Twenty years ago yesterday I posted an academic article onto the Internet. It felt very empowering. After many years of having my articles rejected, generally for pathetic reasons, I got a chance to control my own publications. I am trying to remember how I publicized it, and I think what I did was to send emails to outfits like Yahoo and Google (did they exist back then? I can’t even remember) with the URL of my article and a few search words associated with it. Various people down through the years read it and have contacted me. One was an academic wannabe from Puerto Rico writing in Spanish who asked me for a job. I had none to give out, and in fact I didn’t even have one of my own. Another was from a scholar at an Islamic university in India, and let me say that I am pretty sure that if I had had that article published in an ordinary journal, he never would have seen it. Then there was the big name from Switzerland who sent me a letter telling me how much he loved it. He eventually wrote a review (in German) of my first book, though whether it ever got published, I was never certain.

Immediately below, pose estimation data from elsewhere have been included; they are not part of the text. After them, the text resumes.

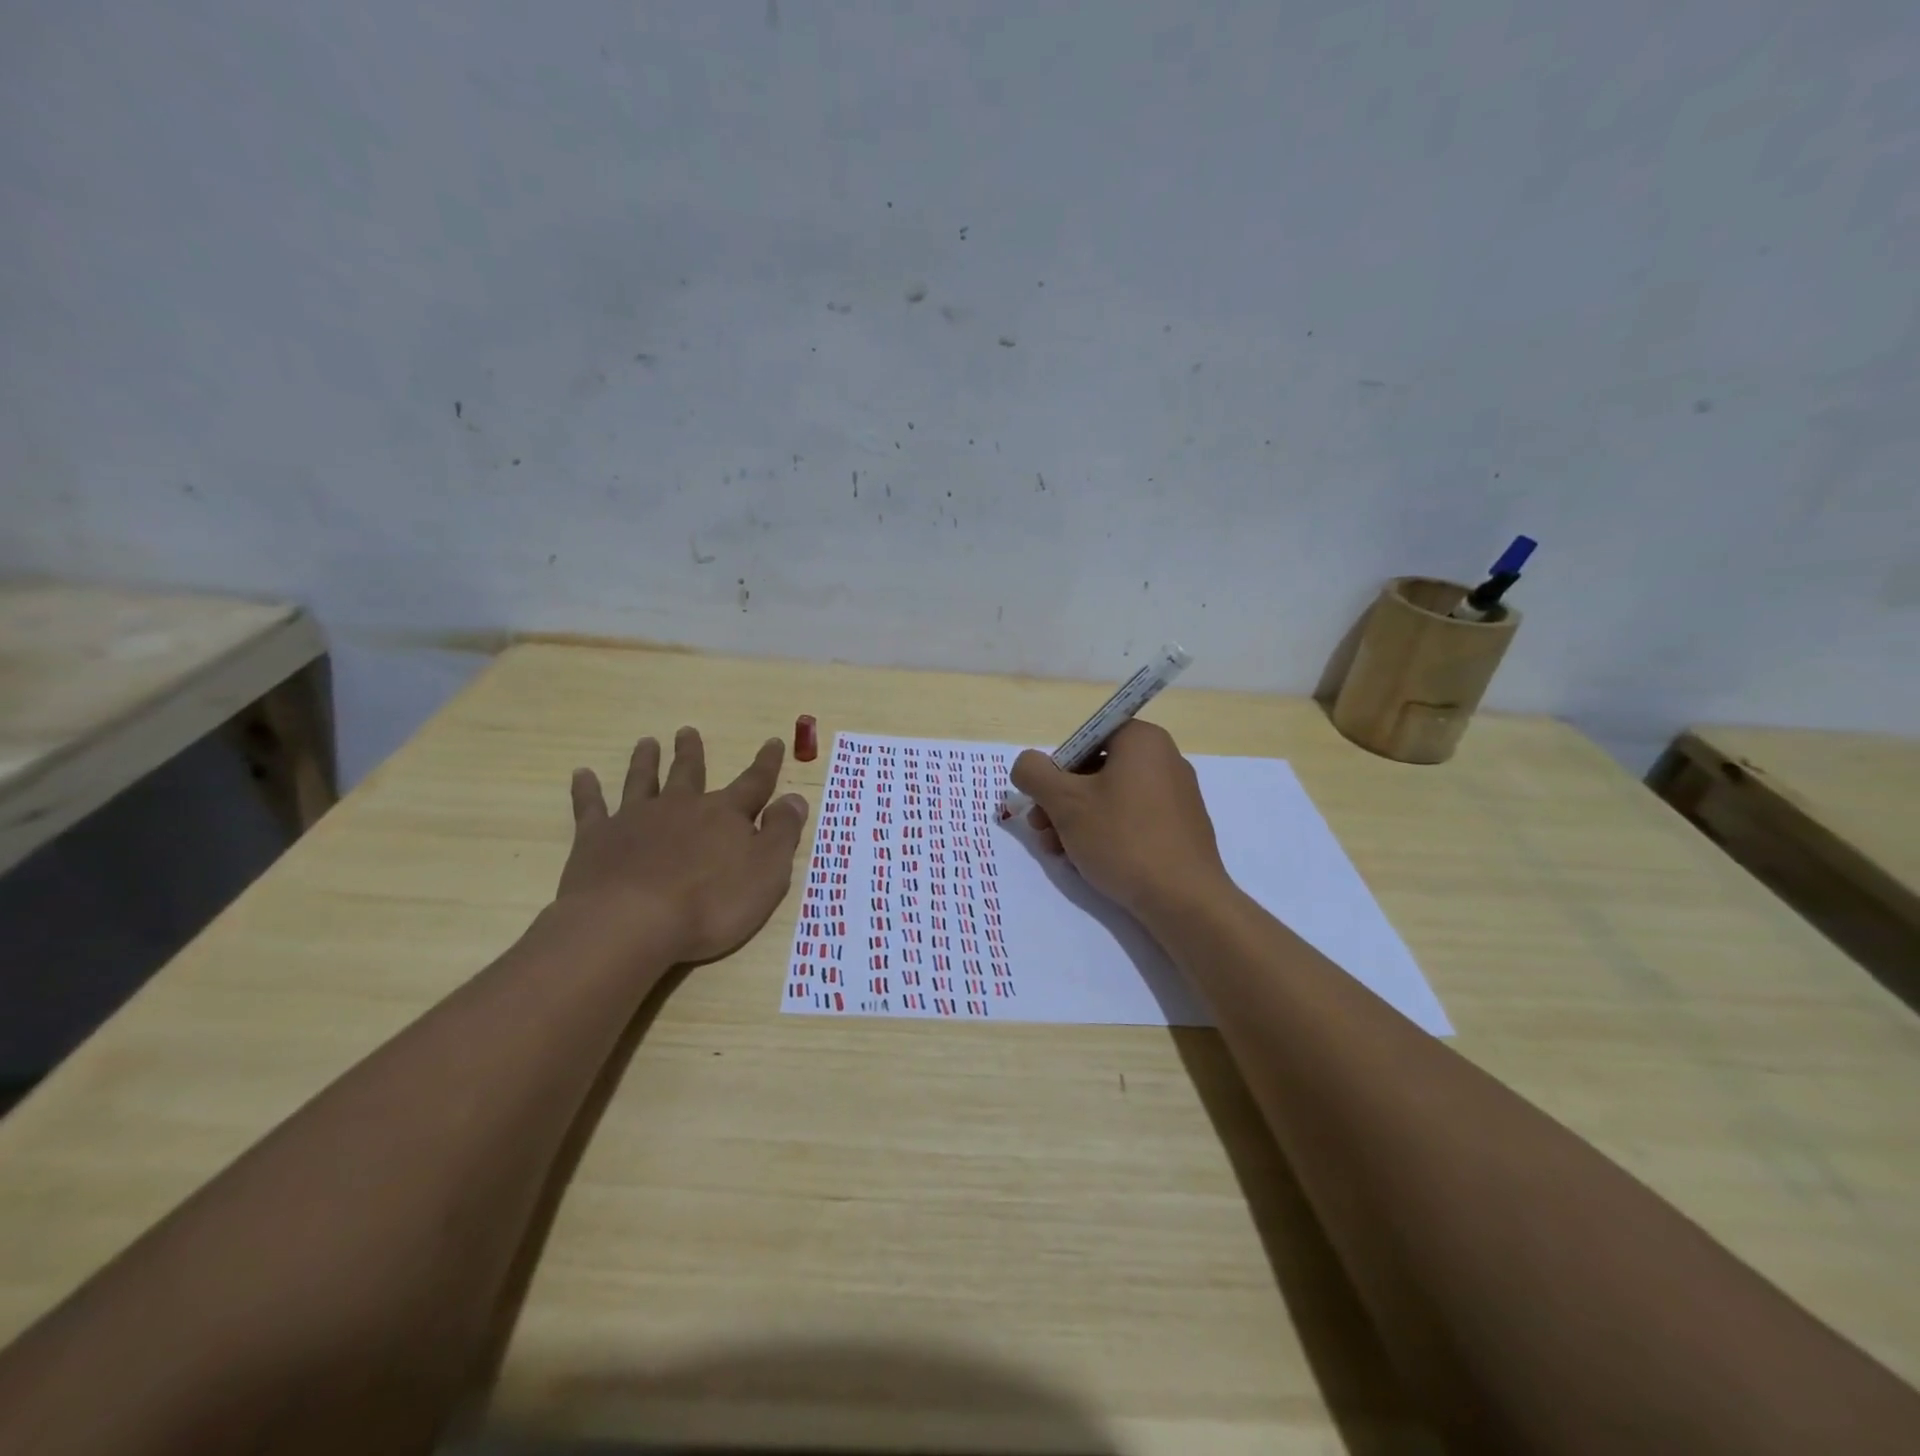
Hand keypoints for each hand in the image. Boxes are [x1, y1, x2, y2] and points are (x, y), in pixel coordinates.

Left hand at [556, 727, 809, 963]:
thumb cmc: (711, 903)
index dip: (766, 764)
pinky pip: (591, 808)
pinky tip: (582, 775)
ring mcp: (635, 820)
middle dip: (691, 754)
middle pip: (689, 774)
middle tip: (687, 731)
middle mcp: (680, 807)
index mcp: (724, 815)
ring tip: (647, 743)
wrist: (632, 923)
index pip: (753, 783)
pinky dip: (587, 791)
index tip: (774, 741)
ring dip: (646, 761)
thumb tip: (795, 798)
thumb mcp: (767, 872)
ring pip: (643, 781)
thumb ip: (782, 833)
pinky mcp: (597, 839)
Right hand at [1011, 720, 1231, 924]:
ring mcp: (1177, 794)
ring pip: (1111, 797)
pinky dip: (1106, 832)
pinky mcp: (1181, 827)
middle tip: (1040, 828)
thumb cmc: (1122, 839)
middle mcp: (1165, 759)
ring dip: (1076, 820)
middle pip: (1096, 769)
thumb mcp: (1065, 803)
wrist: (1184, 899)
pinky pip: (1133, 818)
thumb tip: (1026, 764)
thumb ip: (1034, 773)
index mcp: (1142, 740)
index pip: (1086, 738)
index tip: (1043, 800)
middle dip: (1061, 800)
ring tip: (1058, 851)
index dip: (1057, 767)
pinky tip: (1087, 860)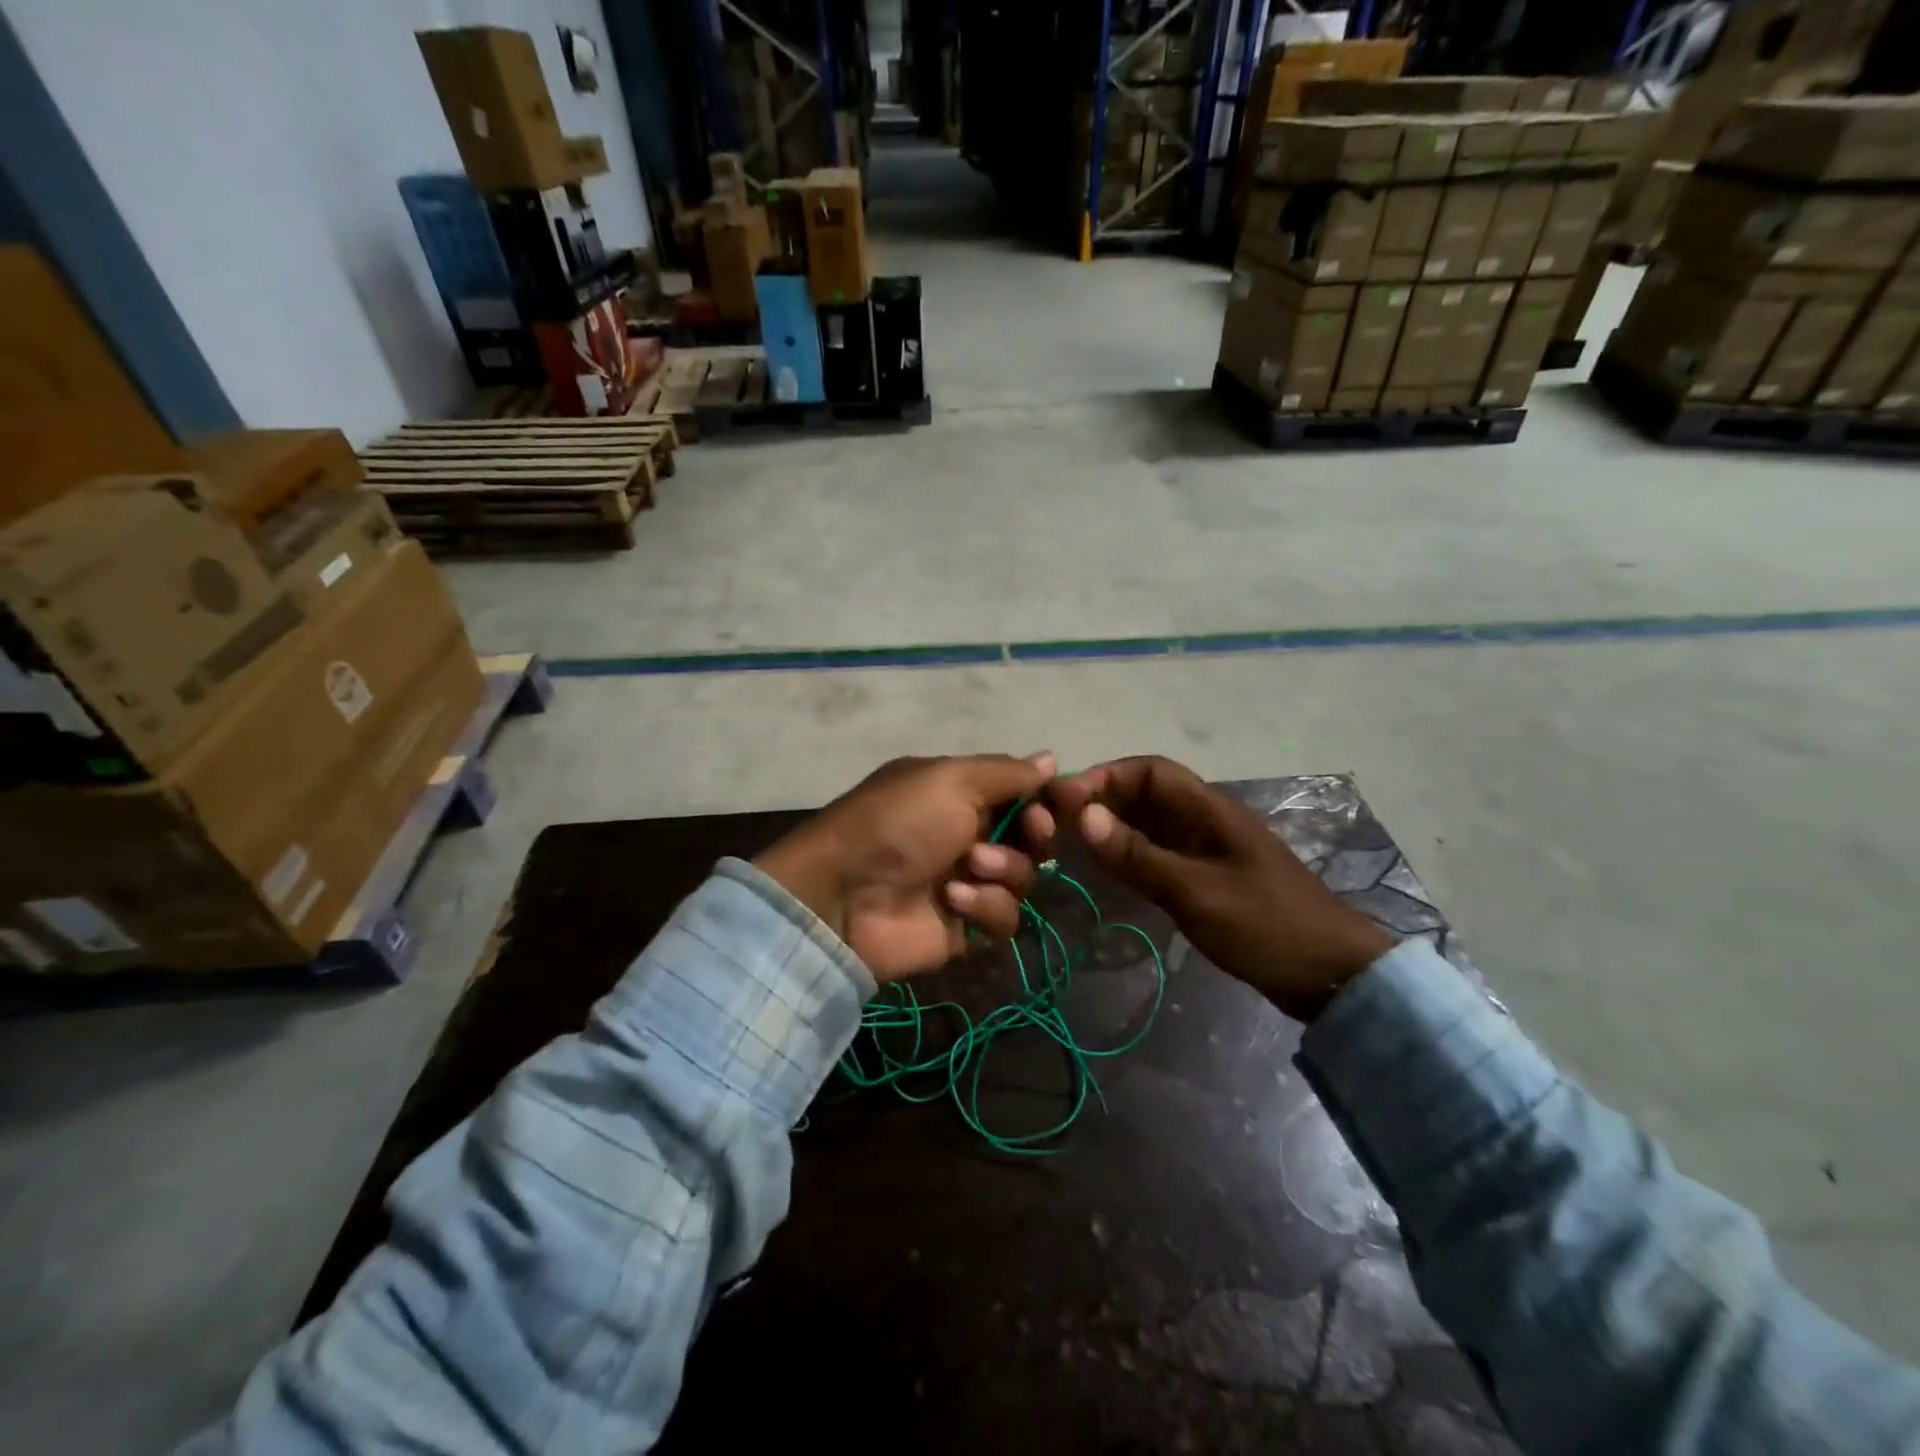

I am disappointed that Kenyon College, the original venue for my article, at some point decided it was (at 99K) too much bother and told me to find a new home for it. And so it now resides at academia.edu (here, though it may require you to log in), where I occasionally get reports of people in Italy or Argentina reading it. That’s fine. My publishing this article on the Internet never got me a job, but it did get me a continuing stream of readers, which is much more than I would have gotten in past eras if I hadn’t been able to publish in a journal. My thanks to those whose technical knowledge made this kind of change possible.
"My thanks to those whose technical knowledge made this kind of change possible."
Al Gore!
Posted by: Mark Spahn (West Seneca, NY) | 02/10/2017 at 01:30 AM
Heh. That was fake news, if there ever was any.